According to presale press releases, “all of the estate’s proceeds” from the two-part auction of 150 masterworks acquired by the co-founder of Microsoft were to be “dedicated to philanthropy, pursuant to Mr Allen’s wishes”. But Christie’s has yet to identify any specific beneficiaries. On 6 December, the auction house told The Art Newspaper the estate was “not ready to share details” on Allen’s philanthropic plan “but looks forward to sharing at the appropriate time”.

In November, The Art Newspaper highlighted how an increasing number of ultra-wealthy Americans view philanthropy-dedicated auctions as a more effective way of offsetting estate taxes than donating artworks to museums.

The estate of Paul Allen, who died in 2018, is managed by his sister Jody Allen. She is also chair of Vulcan LLC, the Seattle-based holding company that she and her brother founded in 1986. Vulcan’s team provides “asset and project management support” to the Paul G. Allen Estate and Trust and advises the Paul G. Allen Family Foundation on its charitable works, which include “investing in wildlife conservation, ocean health, vibrant communities, and the arts”.

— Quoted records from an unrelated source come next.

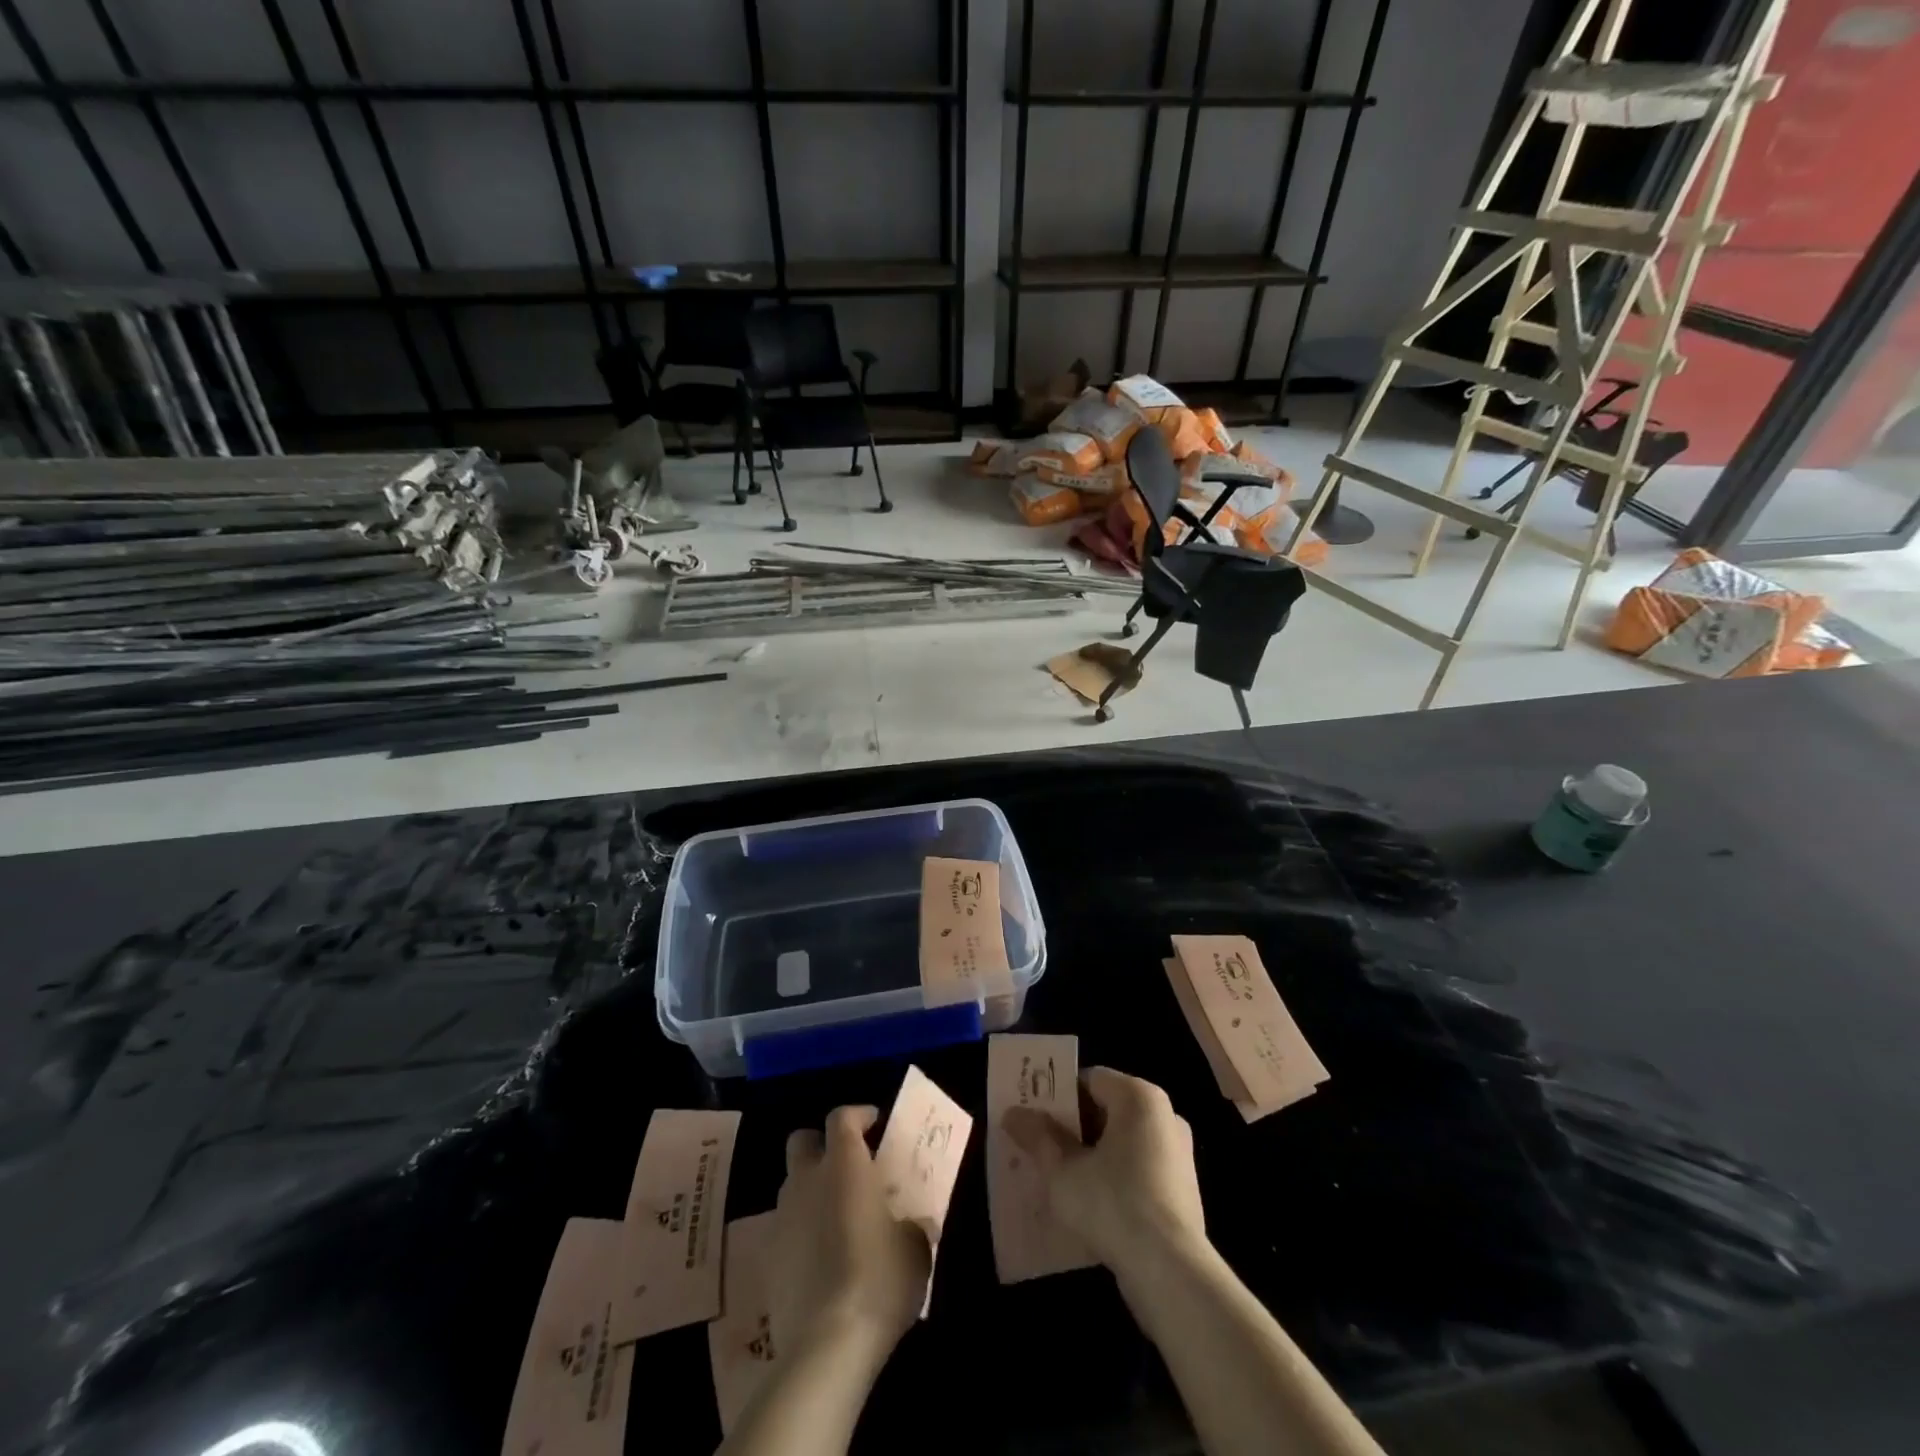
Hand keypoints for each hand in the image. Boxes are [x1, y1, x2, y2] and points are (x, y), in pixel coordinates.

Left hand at [771, 1105, 931, 1363]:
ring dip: (811, 1190)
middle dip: (821, 1145)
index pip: (842, 1117)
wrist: (826, 1345)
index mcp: (844, 1164)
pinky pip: (786, 1228)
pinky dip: (801, 1232)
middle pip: (803, 1141)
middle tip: (846, 1165)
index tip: (874, 1124)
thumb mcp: (915, 1248)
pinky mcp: (768, 1258)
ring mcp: (782, 1218)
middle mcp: (807, 1180)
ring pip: (792, 1185)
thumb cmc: (880, 1279)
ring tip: (837, 1217)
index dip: (858, 1115)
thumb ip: (911, 1224)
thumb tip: (912, 1224)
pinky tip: (821, 1259)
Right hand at [1003, 1067, 1206, 1273]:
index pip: (1090, 1079)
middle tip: (1042, 1148)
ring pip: (1122, 1142)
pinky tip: (1092, 1205)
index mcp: (1138, 1097)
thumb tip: (1013, 1113)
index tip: (1035, 1118)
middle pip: (1107, 1109)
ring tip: (1061, 1179)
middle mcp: (1165, 1115)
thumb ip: (1038, 1137)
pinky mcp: (1183, 1189)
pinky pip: (1139, 1169)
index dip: (1059, 1095)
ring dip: (1093, 1155)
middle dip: (1073, 1127)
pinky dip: (1115, 1178)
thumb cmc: (1113, 1204)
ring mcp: (1178, 1153)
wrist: (1171, 1272)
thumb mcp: (1062, 1170)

The family’s foundation did not respond to a request asking if the proceeds of the Christie’s sale had been used to fund the foundation’s own philanthropic activities or if other charities have benefited. At any rate, the estate and its managers (as well as Christie’s) have been highly effective in maximising the sales revenue from Allen’s stellar art collection, including via a network of guarantors who also appear to have backed the sale without knowing more about its beneficiaries.

The auction is a case study that might impress the growing number of proponents of the Effective Altruism (EA) movement. Formulated by William MacAskill and other thinkers at Oxford University, EA seeks to use the rigorousness of data-driven thinking, rather than the approximations of emotion, to make the most of humans’ philanthropic impulses. Art and culture don’t really feature in EA’s utilitarian mix.

“Get good at something that lets you effectively contribute to neglected global problems,” urges The Effective Altruism Handbook. “Find a path with more leverage,” it adds, explaining how the more resources you have, “(e.g. money…)”, the better able you are to “mobilise toward the solution”.

There had been high hopes in the EA community that the wunderkind crypto entrepreneur Sam Bankman-Fried, founder of the FTX exchange, would become one of the movement’s great mobilisers. Bankman-Fried had promised, in time, to give away most of his $20bn-plus fortune for the betterment of the world. But in November the FTX cryptocurrency exchange filed for bankruptcy, leaving an estimated one million customers and investors with billions of dollars of losses. It turns out that Bankman-Fried, who had often said that a desire to help others fired his appetite for financial risk, also had a penchant for the billionaire high life, ensconced in a $40m penthouse in the Bahamas and making use of a Gulfstream G450 private jet. Last month he was arrested in the Bahamas at the request of US government prosecutors and then subsequently extradited.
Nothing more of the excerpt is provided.